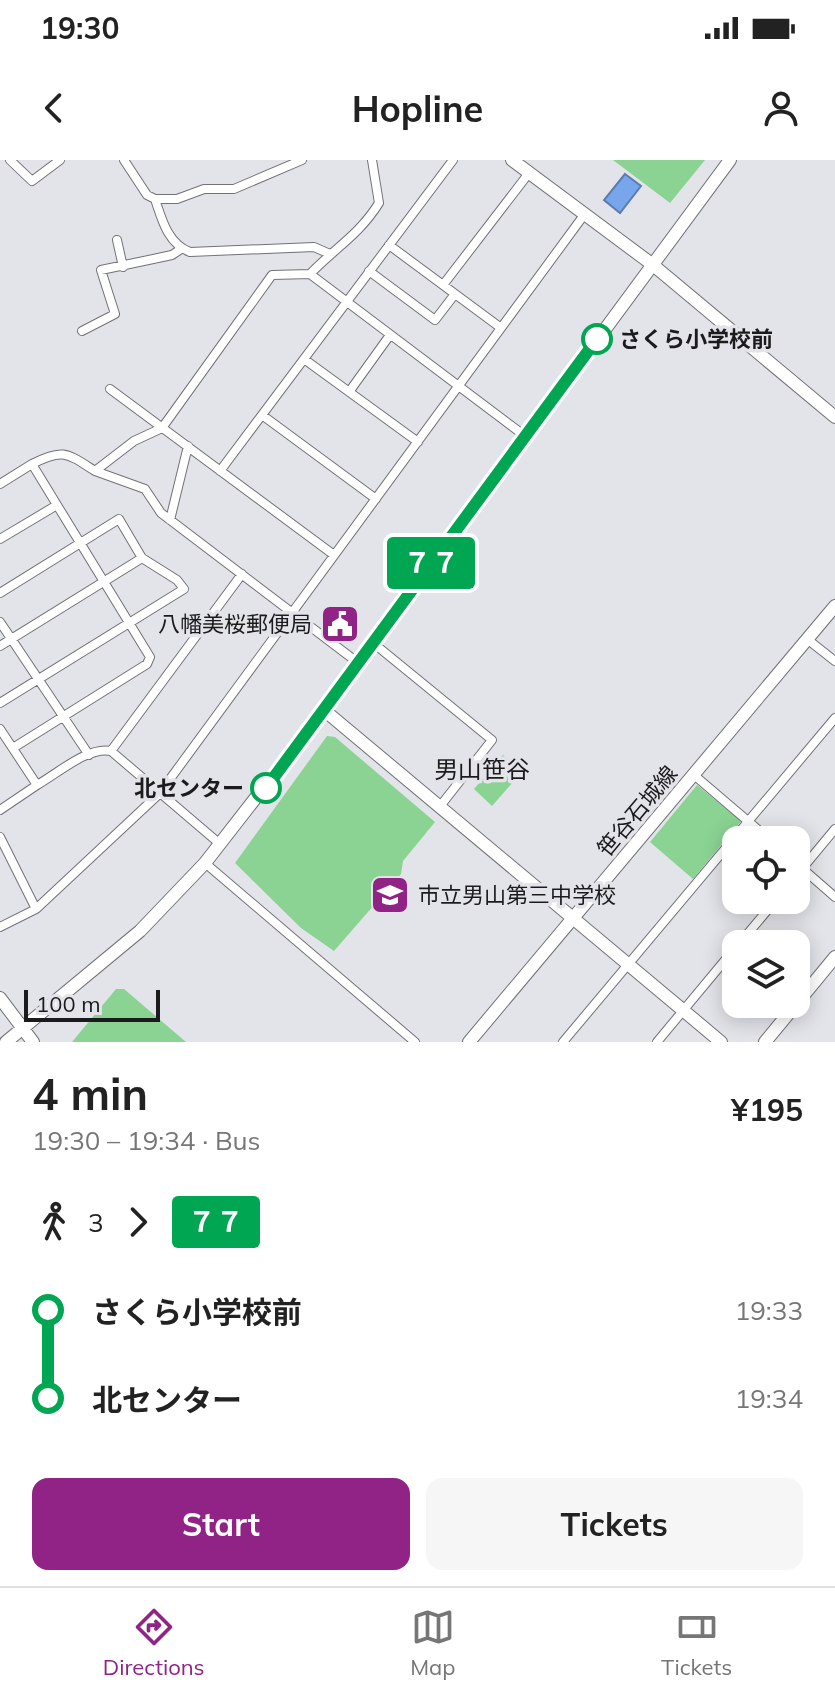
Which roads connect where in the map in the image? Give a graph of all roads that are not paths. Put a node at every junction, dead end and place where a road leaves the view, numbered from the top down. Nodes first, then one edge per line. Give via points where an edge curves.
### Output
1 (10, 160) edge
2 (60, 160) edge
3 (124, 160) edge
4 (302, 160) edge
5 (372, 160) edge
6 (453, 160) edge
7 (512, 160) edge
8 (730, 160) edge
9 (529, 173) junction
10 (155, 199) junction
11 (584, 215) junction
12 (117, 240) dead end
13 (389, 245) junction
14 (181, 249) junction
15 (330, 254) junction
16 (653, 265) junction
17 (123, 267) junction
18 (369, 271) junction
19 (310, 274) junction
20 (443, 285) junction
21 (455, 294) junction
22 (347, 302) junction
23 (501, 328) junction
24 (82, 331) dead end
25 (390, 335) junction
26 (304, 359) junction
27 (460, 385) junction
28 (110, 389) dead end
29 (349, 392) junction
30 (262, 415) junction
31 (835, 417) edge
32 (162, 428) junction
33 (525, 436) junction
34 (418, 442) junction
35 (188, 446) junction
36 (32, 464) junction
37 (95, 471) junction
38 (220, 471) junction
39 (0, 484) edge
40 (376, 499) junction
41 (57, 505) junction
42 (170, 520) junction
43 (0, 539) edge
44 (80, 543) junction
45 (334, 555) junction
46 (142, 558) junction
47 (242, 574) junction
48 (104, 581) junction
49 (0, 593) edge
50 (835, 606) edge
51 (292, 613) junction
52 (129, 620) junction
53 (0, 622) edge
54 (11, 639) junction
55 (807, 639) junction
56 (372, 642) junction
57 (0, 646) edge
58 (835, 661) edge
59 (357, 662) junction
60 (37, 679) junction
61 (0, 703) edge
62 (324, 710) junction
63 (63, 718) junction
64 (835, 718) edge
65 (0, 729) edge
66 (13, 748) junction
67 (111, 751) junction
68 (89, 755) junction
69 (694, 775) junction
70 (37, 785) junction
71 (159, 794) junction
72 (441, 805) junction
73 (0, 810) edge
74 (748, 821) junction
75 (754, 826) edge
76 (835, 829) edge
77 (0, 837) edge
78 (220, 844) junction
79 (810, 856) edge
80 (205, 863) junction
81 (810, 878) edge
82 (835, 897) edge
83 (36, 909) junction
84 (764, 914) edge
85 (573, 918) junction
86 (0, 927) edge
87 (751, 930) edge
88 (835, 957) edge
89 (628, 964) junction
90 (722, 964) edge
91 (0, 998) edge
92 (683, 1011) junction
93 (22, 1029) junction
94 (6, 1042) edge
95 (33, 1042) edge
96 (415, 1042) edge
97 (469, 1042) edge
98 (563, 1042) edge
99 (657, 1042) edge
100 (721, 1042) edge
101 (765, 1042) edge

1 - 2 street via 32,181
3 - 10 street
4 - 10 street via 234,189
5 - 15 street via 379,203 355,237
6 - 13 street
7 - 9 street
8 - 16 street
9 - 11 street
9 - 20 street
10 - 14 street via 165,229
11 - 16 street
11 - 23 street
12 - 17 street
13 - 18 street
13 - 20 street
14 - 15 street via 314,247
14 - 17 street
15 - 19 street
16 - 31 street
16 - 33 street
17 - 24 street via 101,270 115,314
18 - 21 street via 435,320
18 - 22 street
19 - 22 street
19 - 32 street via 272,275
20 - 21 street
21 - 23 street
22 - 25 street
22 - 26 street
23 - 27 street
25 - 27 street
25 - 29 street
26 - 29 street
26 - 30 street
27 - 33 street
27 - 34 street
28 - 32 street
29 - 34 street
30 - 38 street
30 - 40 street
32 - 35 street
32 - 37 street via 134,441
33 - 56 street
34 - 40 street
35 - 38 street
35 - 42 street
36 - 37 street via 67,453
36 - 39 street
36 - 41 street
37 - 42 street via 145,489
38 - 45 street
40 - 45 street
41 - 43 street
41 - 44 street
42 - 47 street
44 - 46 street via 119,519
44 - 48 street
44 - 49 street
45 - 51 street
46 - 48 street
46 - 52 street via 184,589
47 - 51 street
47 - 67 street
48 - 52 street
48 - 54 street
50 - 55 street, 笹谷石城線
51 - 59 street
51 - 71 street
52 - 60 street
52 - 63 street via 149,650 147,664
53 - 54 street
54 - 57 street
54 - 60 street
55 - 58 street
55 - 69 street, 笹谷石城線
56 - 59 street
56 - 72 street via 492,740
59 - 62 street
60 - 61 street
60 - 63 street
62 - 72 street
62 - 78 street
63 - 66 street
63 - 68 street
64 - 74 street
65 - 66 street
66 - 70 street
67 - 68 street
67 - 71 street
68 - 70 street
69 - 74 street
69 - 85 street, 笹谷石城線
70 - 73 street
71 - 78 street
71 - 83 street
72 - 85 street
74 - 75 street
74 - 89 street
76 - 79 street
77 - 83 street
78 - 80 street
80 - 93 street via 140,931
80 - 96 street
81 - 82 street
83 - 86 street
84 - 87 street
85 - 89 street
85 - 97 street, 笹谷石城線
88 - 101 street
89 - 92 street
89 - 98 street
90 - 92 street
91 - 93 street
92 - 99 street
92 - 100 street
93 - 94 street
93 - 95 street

------------------------------

*What the task requires*
Only lines holding the word "笹谷石城線" are wanted; list them all from the material.

*Response*
50 - 55 street, 笹谷石城線
55 - 69 street, 笹谷石城線
69 - 85 street, 笹谷石城線
85 - 97 street, 笹谷石城線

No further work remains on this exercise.